Excerpted records START

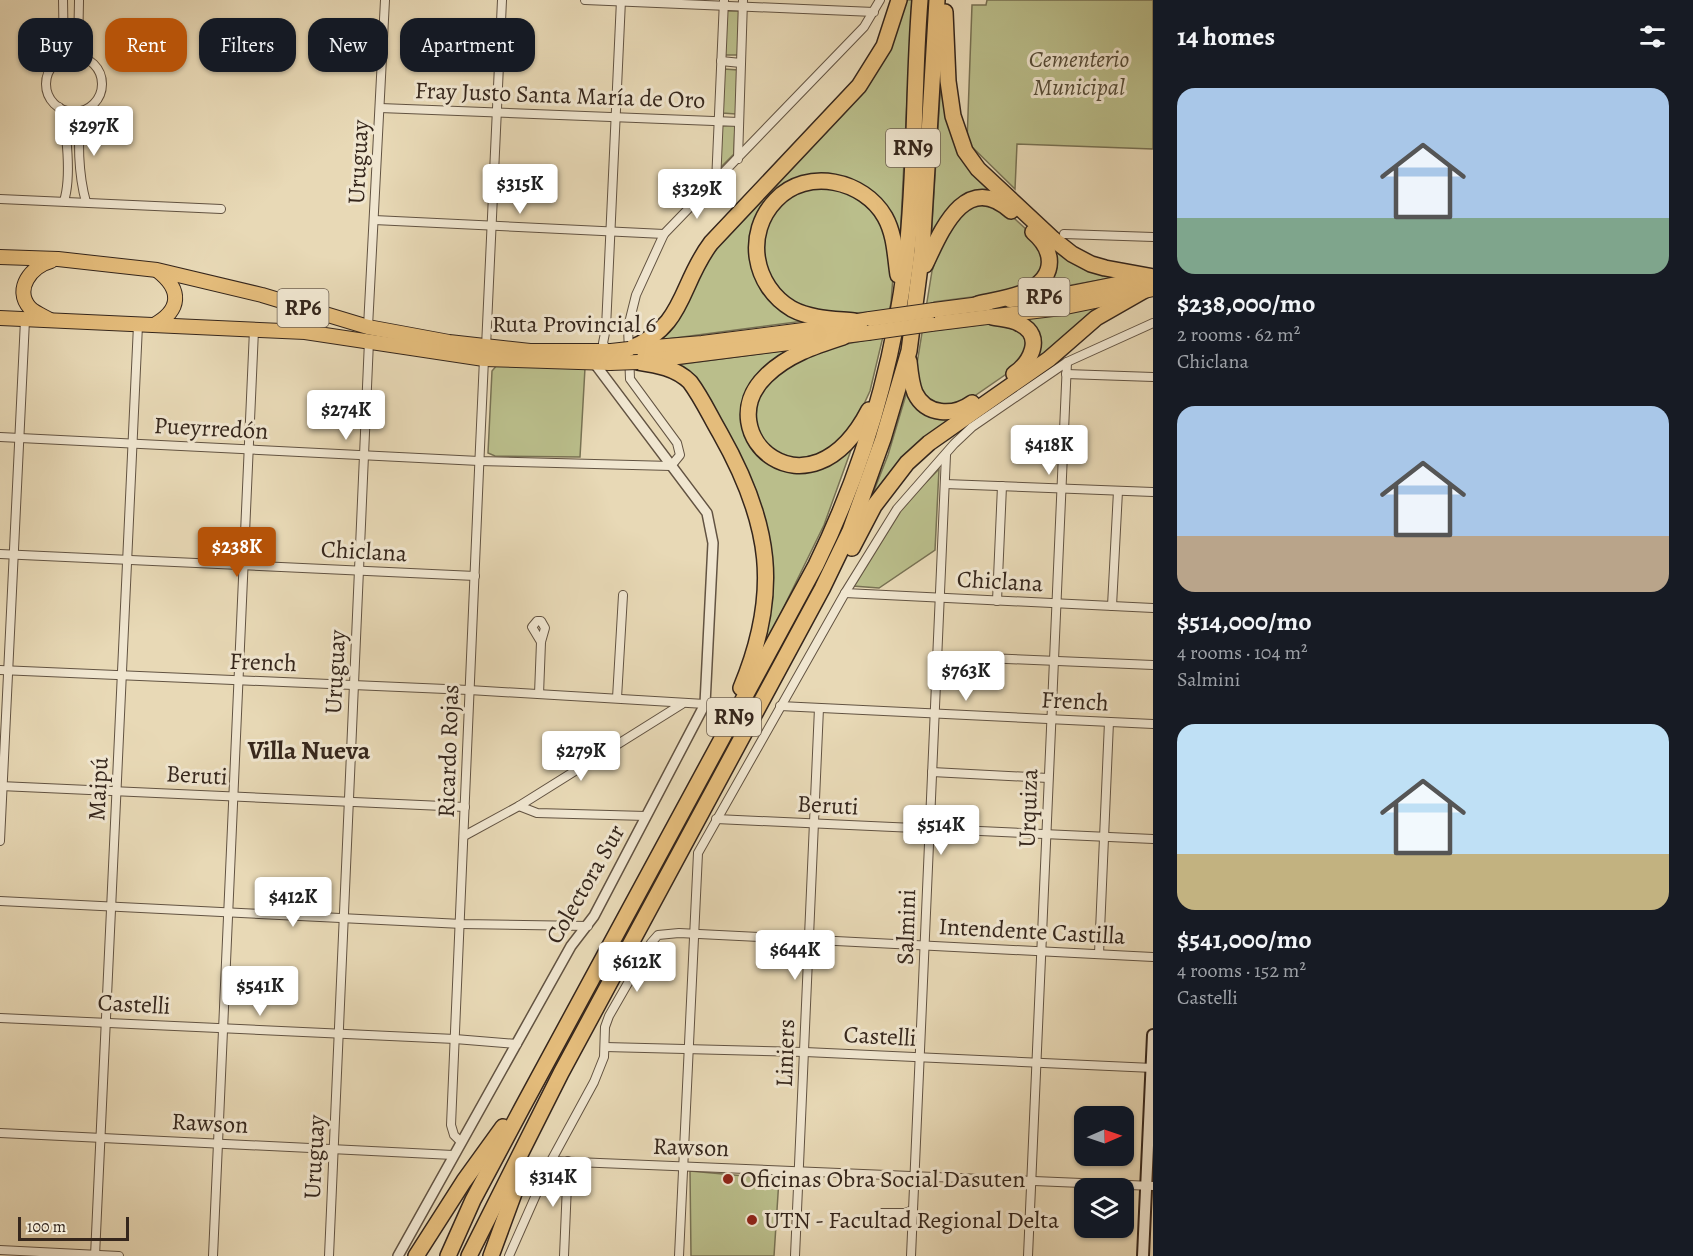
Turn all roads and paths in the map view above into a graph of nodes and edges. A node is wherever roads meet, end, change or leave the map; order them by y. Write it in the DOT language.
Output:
graph roads {
  1 [pos="63,0"];
  2 [pos="79,0"];
  3 [pos="385,0"];
  4 [pos="502,0"];
  5 [pos="585,0"];
  6 [pos="880,0"];
  7 [pos="899,0"];
  8 [pos="920,0"];
  9 [pos="937,0"];
  10 [pos="945,0"];
  11 [pos="621,1"];
  12 [pos="724,3"];
  13 [pos="743,3"];
  14 [pos="874,12"];
  15 [pos="63,18"];
  16 [pos="79,18"];
  17 [pos="721,61"];
  18 [pos="741,63"];
  19 [pos="93,65"];
  20 [pos="49,72"];
  21 [pos="59,107"];
  22 [pos="380,108"];
  23 [pos="82,111"];
  24 [pos="497,112"];
  25 [pos="617,117"];
  26 [pos="719,121"];
  27 [pos="739,122"];
  28 [pos="738,159"];
  29 [pos="716,183"];
  30 [pos="0,199"];
  31 [pos="64,201"];
  32 [pos="86,202"];
  33 [pos="221,209"];
  34 [pos="374,220"];
  35 [pos="492,226"];
  36 [pos="609,232"];
  37 [pos="664,234"];
  38 [pos="1064,234"];
  39 [pos="1153,237"];
  40 [pos="0,257"];
  41 [pos="58,259"];
  42 [pos="157,270"];
  43 [pos="920,276"];
  44 [pos="1151,283"];
  45 [pos="901,296"];
  46 [pos="978,304"];
  47 [pos="992,317"];
  48 [pos="0,318"];
  49 [pos="51,321"];
  50 [pos="854,321"];
  51 [pos="25,323"];
  52 [pos="1153,323"];
  53 [pos="0,324"];
  54 [pos="138,325"];
  55 [pos="154,325"];
  56 [pos="254,330"];
  57 [pos="369,334"];
  58 [pos="843,337"];
  59 [pos="909,351"];
  60 [pos="485,353"];
  61 [pos="642,354"];
  62 [pos="610,355"];
  63 [pos="1067,362"];
  64 [pos="595,364"];
  65 [pos="885,374"];
  66 [pos="1066,374"];
  67 [pos="1153,377"];
  68 [pos="0,437"];
  69 [pos="20,438"];
  70 [pos="133,444"];
  71 [pos="249,449"];
  72 [pos="364,455"];
  73 [pos="946,455"];
  74 [pos="479,461"];
  75 [pos="671,466"];
  76 [pos="945,484"];
  77 [pos="1002,486"];
  78 [pos="1061,489"];
  79 [pos="1118,491"];
  80 [pos="1153,492"];
  81 [pos="0,554"];
  82 [pos="14,555"];
  83 [pos="128,561"];
  84 [pos="244,566"];
  85 [pos="359,571"];
  86 [pos="475,576"];
  87 [pos="822,589"];
  88 [pos="845,593"];
  89 [pos="623,595"];
  90 [pos="940,598"];
  91 [pos="997,601"];
  92 [pos="1055,603"];
  93 [pos="1112,606"];
  94 [pos="1153,608"];
  95 [pos="542,642"];
  96 [pos="937,656"];
  97 [pos="1053,661"];
  98 [pos="1153,665"];
  99 [pos="4,670"];
  100 [pos="122,676"];
  101 [pos="238,681"];
  102 [pos="354,686"];
  103 [pos="469,690"];
  104 [pos="539,694"];
  105 [pos="617,698"];
  106 [pos="682,704"];
  107 [pos="705,704"];
  108 [pos="780,706"];
  109 [pos="819,708"];
  110 [pos="935,713"];
  111 [pos="1051,719"];
  112 [pos="1110,722"];
  113 [pos="1153,724"];
  114 [pos="932,772"];
  115 [pos="1048,777"];
  116 [pos="699,782"];
  117 [pos="1,786"];
  118 [pos="117,791"];
  119 [pos="233,796"];
  120 [pos="349,801"];
  121 [pos="519,806"];
  122 [pos="465,807"];
  123 [pos="646,816"];
  124 [pos="716,819"];
  125 [pos="814,824"];
  126 [pos="930,829"];
  127 [pos="1046,834"];
  128 [pos="465,836"];
  129 [pos="1104,837"];
  130 [pos="1153,839"];
  131 [pos="0,841"];
  132 [pos="0,901"];
  133 [pos="112,907"];
  134 [pos="228,912"];
  135 [pos="344,918"];
  136 [pos="462,924"];
  137 [pos="588,926"];
  138 [pos="693,933"];
  139 [pos="809,941"];
  140 [pos="925,946"];
  141 [pos="1041,951"];
  142 [pos="1099,954"];
  143 [pos="1153,957"];
  144 [pos="0,1018"];
  145 [pos="106,1023"];
  146 [pos="223,1028"];
  147 [pos="339,1033"];
  148 [pos="1153,1035"];
  149 [pos="456,1038"];
  150 [pos="517,1044"];
  151 [pos="605,1047"];
  152 [pos="689,1049"];
  153 [pos="805,1052"];
  154 [pos="920,1058"];
  155 [pos="1036,1063"];
  156 [pos="1152,1068"];
  157 [pos="561,1073"];
  158 [pos="522,1108"];
  159 [pos="0,1133"];
  160 [pos="101,1137"];
  161 [pos="461,1142"];
  162 [pos="218,1143"];
  163 [pos="334,1148"];
  164 [pos="453,1155"];
  165 [pos="551,1161"];
  166 [pos="568,1161"];
  167 [pos="683,1166"];
  168 [pos="800,1171"];
  169 [pos="915,1176"];
  170 [pos="1031,1181"];
  171 [pos="1150,1186"];
  172 [pos="914,1210"];
  173 [pos="880,1213"];
  174 [pos="0,1250"];
  175 [pos="95,1255"];
  176 [pos="119,1256"];
  177 [pos="213,1256"];
  178 [pos="329,1256"];
  179 [pos="398,1256"];
  180 [pos="417,1256"];
  181 [pos="448,1256"];
  182 [pos="469,1256"];
  183 [pos="491,1256"];
  184 [pos="509,1256"];
  185 [pos="564,1256"];
  186 [pos="680,1256"];
  187 [pos="795,1256"];
  188 [pos="911,1256"];
  189 [pos="1028,1256"];
  190 [pos="1143,1256"];
  1 -- 15 [label="street"];
  2 -- 16 [label="street"];
  3 -- 22 [label="street, Uruguay"];
  4 -- 24 [label="street, Ricardo Rojas"];
  5 -- 11 [label="street"];
  6 -- 14 [label="street"];
  7 -- 61 [label="highway"];
  8 -- 45 [label="highway, RN9"];
  9 -- 43 [label="highway, RN9"];
  10 -- 44 [label="highway"];
  11 -- 12 [label="street"];
  11 -- 25 [label="street"];
  12 -- 13 [label="street"];
  12 -- 17 [label="street"];
  13 -- 14 [label="street"];
  13 -- 18 [label="street"];
  14 -- 28 [label="street"];
  17 -- 18 [label="street"];
  17 -- 26 [label="street"];
  18 -- 27 [label="street"];
  19 -- 23 [label="street"];
  20 -- 21 [label="street"];
  21 -- 23 [label="street"];
  21 -- 31 [label="street"];
  22 -- 24 [label="street, Fray Justo Santa María de Oro"];
  22 -- 34 [label="street, Uruguay"];
  23 -- 32 [label="street"];
  24 -- 25 [label="street, Fray Justo Santa María de Oro"];
  24 -- 35 [label="street, Ricardo Rojas"];
  25 -- 26 [label="street, Fray Justo Santa María de Oro"];
  25 -- 36 [label="street"];
  26 -- 27 [label="street, Fray Justo Santa María de Oro"];
  26 -- 29 [label="street"];
  27 -- 28 [label="street"];
  28 -- 29 [label="street"];
  29 -- 37 [label="street"];
  30 -- 31 [label="street"];
  31 -- 32 [label="street"];
  32 -- 33 [label="street"];
  34 -- 35 [label="street"];
  34 -- 57 [label="street, Uruguay"];
  35 -- 36 [label="street"];
  35 -- 60 [label="street, Ricardo Rojas"];
  36 -- 37 [label="street"];
  36 -- 62 [label="street"];
  37 -- 75 [label="street"];
  38 -- 39 [label="street"];
  40 -- 41 [label="highway, Ruta Provincial 6 / RP6"];
  41 -- 42 [label="highway, Ruta Provincial 6 / RP6"];
  41 -- 49 [label="highway"];
  42 -- 55 [label="highway"];
  42 -- 57 [label="highway, Ruta Provincial 6 / RP6"];
  43 -- 46 [label="highway"];
  43 -- 59 [label="highway, RN9"];
  44 -- 46 [label="highway, Ruta Provincial 6 / RP6"];
  44 -- 47 [label="highway, Ruta Provincial 6 / RP6"];
  44 -- 87 [label="highway"];
  45 -- 50 [label="highway"];
  45 -- 65 [label="highway, RN9"];
  46 -- 50 [label="highway, Ruta Provincial 6 / RP6, bridge"];
  47 -- 58 [label="highway, Ruta Provincial 6 / RP6, bridge"];
  47 -- 59 [label="highway"];
  48 -- 51 [label="highway, Ruta Provincial 6 / RP6"];
  49 -- 51 [label="highway, Ruta Provincial 6 / RP6"];
  49 -- 54 [label="highway, Ruta Provincial 6 / RP6"];
  50 -- 61 [label="highway, Ruta Provincial 6 / RP6"];
  51 -- 53 [label="street"];
  51 -- 69 [label="street"];
  52 -- 63 [label="street"];
  54 -- 55 [label="highway, Ruta Provincial 6 / RP6"];
  54 -- 70 [label="street, Maipú"];
  55 -- 56 [label="highway, Ruta Provincial 6 / RP6"];
  56 -- 57 [label="highway, Ruta Provincial 6 / RP6"];
  56 -- 71 [label="street"];
  57 -- 60 [label="highway, Ruta Provincial 6 / RP6"];
  57 -- 72 [label="street, Uruguay"];
  58 -- 61 [label="highway, Ruta Provincial 6 / RP6"];
  58 -- 65 [label="highway"];
  59 -- 87 [label="highway, RN9"];
  60 -- 62 [label="highway, Ruta Provincial 6 / RP6"];
  60 -- 64 [label="highway, Ruta Provincial 6 / RP6"];
  60 -- 74 [label="street, Ricardo Rojas"];
  61 -- 62 [label="highway, Ruta Provincial 6 / RP6, bridge"];
  61 -- 116 [label="highway"];
  62 -- 64 [label="highway, Ruta Provincial 6 / RP6"];
  63 -- 66 [label="street, Urquiza"];
  63 -- 73 [label="street"];
  64 -- 75 [label="street, Colectora Sur"];
  65 -- 116 [label="highway, RN9"];
  66 -- 67 [label="street"];
  66 -- 78 [label="street, Urquiza"];
  68 -- 69 [label="street, Pueyrredón"];
  69 -- 70 [label="street, Pueyrredón"];
  69 -- 82 [label="street"];
  70 -- 71 [label="street, Pueyrredón"];
  70 -- 83 [label="street, Maipú"];
  71 -- 72 [label="street, Pueyrredón"];
  71 -- 84 [label="street"];
  72 -- 74 [label="street, Pueyrredón"];
  72 -- 85 [label="street, Uruguay"];
  73 -- 76 [label="street, Salmini"];
  73 -- 88 [label="street"];
  74 -- 75 [label="street, Pueyrredón"];
  74 -- 86 [label="street, Ricardo Rojas"];
  75 -- 107 [label="street, Colectora Sur"];
  76 -- 77 [label="street"];
  76 -- 90 [label="street, Salmini"];
  77 -- 78 [label="street"];
  77 -- 91 [label="street"];
  78 -- 79 [label="street"];
  78 -- 92 [label="street, Urquiza"];
  79 -- 80 [label="street"];
  79 -- 93 [label="street"];
  81 -- 82 [label="street, Chiclana"];
  82 -- 83 [label="street, Chiclana"];
  82 -- 99 [label="street"];
  83 -- 84 [label="street, Chiclana"];
  83 -- 100 [label="street, Maipú"];
  84 -- 85 [label="street, Chiclana"];
  84 -- 101 [label="street"];
  85 -- 86 [label="street, Chiclana"];
  85 -- 102 [label="street, Uruguay"];
  86 -- 103 [label="street, Ricardo Rojas"];
  87 -- 157 [label="highway, RN9"];
  88 -- 90 [label="street, Chiclana"];
  88 -- 108 [label="street"];
  89 -- 105 [label="street"];
  90 -- 91 [label="street, Chiclana"];
  90 -- 96 [label="street, Salmini"];
  91 -- 92 [label="street, Chiclana"];
  92 -- 93 [label="street, Chiclana"];
  92 -- 97 [label="street, Urquiza"];
  93 -- 94 [label="street, Chiclana"];
  95 -- 104 [label="street"];
  96 -- 97 [label="street"];
  96 -- 110 [label="street, Salmini"];
  97 -- 98 [label="street"];
  97 -- 111 [label="street, Urquiza"];
  99 -- 100 [label="street, French"];
  99 -- 117 [label="street"];
  100 -- 101 [label="street, French"];
  100 -- 118 [label="street, Maipú"];
  101 -- 102 [label="street, French"];
  101 -- 119 [label="street"];
  102 -- 103 [label="street, French"];
  102 -- 120 [label="street, Uruguay"];
  103 -- 104 [label="street, French"];
  103 -- 122 [label="street, Ricardo Rojas"];
  104 -- 105 [label="street, French"];
  105 -- 106 [label="street, French"];
  106 -- 107 [label="street, French"];
  106 -- 121 [label="street"];
  107 -- 123 [label="street, Colectora Sur"];
  108 -- 109 [label="street, French"];
  108 -- 124 [label="street"];
  109 -- 110 [label="street, French"];
  109 -- 125 [label="street, Liniers"];
  110 -- 111 [label="street, French"];
  110 -- 114 [label="street, Salmini"];
  111 -- 112 [label="street, French"];
  111 -- 115 [label="street, Urquiza"];
  112 -- 113 [label="street, French"];
  112 -- 129 [label="street"];
  114 -- 115 [label="street"];
  114 -- 126 [label="street, Salmini"];
  115 -- 127 [label="street, Urquiza"];
  116 -- 158 [label="highway, RN9"];
  117 -- 118 [label="street, Beruti"];
  117 -- 131 [label="street"];
  118 -- 119 [label="street, Beruti"];
  118 -- 133 [label="street, Maipú"];
  119 -- 120 [label="street, Beruti"];
  119 -- 134 [label="street"];
  120 -- 122 [label="street, Beruti"];
  120 -- 135 [label="street, Uruguay"];
  121 -- 123 [label="street"];
  121 -- 128 [label="street"];
  122 -- 128 [label="street, Ricardo Rojas"];
  123 -- 137 [label="street, Colectora Sur"];
  124 -- 125 [label="street, Beruti"];
  124 -- 138 [label="street"];
  125 -- 126 [label="street, Beruti"];
  125 -- 139 [label="street, Liniers"];
  126 -- 127 [label="street, Beruti"];
  126 -- 140 [label="street, Salmini"];
  127 -- 129 [label="street, Beruti"];
  127 -- 141 [label="street, Urquiza"];
  128 -- 136 [label="street, Ricardo Rojas"];
  129 -- 130 [label="street, Beruti"];
  129 -- 142 [label="street"];
  132 -- 133 [label="street"];
  133 -- 134 [label="street"];
  133 -- 145 [label="street, Maipú"];
  134 -- 135 [label="street"];
  134 -- 146 [label="street"];
  135 -- 136 [label="street"];
  135 -- 147 [label="street, Uruguay"];
  136 -- 137 [label="street"];
  136 -- 149 [label="street, Ricardo Rojas"];
  137 -- 150 [label="street, Colectora Sur"];
  138 -- 139 [label="street, Intendente Castilla"];
  138 -- 151 [label="street, Intendente Castilla"];
  138 -- 152 [label="street"];
  139 -- 140 [label="street, Intendente Castilla"];
  139 -- 153 [label="street, Liniers"];
  140 -- 141 [label="street, Intendente Castilla"];
  140 -- 154 [label="street, Salmini"];
  141 -- 142 [label="street, Intendente Castilla"];
  141 -- 155 [label="street, Urquiza"];
  142 -- 143 [label="street, Intendente Castilla"];
  144 -- 145 [label="street, Castelli"];
  145 -- 146 [label="street, Castelli"];
  145 -- 160 [label="street, Maipú"];
  146 -- 147 [label="street, Castelli"];
  146 -- 162 [label="street"];
  147 -- 149 [label="street, Castelli"];
  147 -- 163 [label="street, Uruguay"];
  148 -- 156 [label="main road"];
  149 -- 150 [label="street, Castelli"];
  149 -- 161 [label="street, Ricardo Rojas"];
  150 -- 161 [label="street, Colectora Sur"];
  151 -- 152 [label="street, Castelli"];
  151 -- 165 [label="street"];
  152 -- 153 [label="street, Castelli"];
  152 -- 167 [label="street"];
  153 -- 154 [label="street, Castelli"];
  153 -- 168 [label="street, Liniers"];
  154 -- 155 [label="street, Castelli"];
  154 -- 169 [label="street, Salmini"];
  155 -- 156 [label="street, Castelli"];
  155 -- 170 [label="street, Urquiza"];
  156 -- 171 [label="main road"];
  157 -- 182 [label="highway, RN9"];
  157 -- 183 [label="highway"];
  158 -- 180 [label="highway"];
  158 -- 181 [label="highway, RN9"];
  159 -- 160 [label="street, Rawson"];
  160 -- 162 [label="street, Rawson"];
  160 -- 175 [label="street, Maipú"];
  161 -- 164 [label="street, Colectora Sur"];
  162 -- 163 [label="street, Rawson"];
  162 -- 177 [label="street"];
  163 -- 164 [label="street, Rawson"];
  163 -- 178 [label="street, Uruguay"];
  164 -- 179 [label="street, Colectora Sur"];
  165 -- 166 [label="street, Rawson"];
  165 -- 184 [label="street"];
  166 -- 167 [label="street, Rawson"];
  166 -- 185 [label="street"];
  167 -- 168 [label="street, Rawson"];
  167 -- 186 [label="street"];
  168 -- 169 [label="street, Rawson"];
  168 -- 187 [label="street, Liniers"];
  169 -- 170 [label="street, Rawson"];
  169 -- 172 [label="street, Salmini"];
  170 -- 171 [label="street, Rawson"];
  170 -- 189 [label="street, Urquiza"];
  171 -- 190 [label="main road"];
  172 -- 173 [label="street"];
  172 -- 188 [label="street, Salmini"];
  174 -- 175 [label="street"];
  175 -- 176 [label="street"];
}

Excerpted records END

• [Exercise instructions] Search the listing for the word "main" and return each line that holds it.

• [Answer for this exercise]
  148 -- 156 [label="main road"];
  156 -- 171 [label="main road"];
  171 -- 190 [label="main road"];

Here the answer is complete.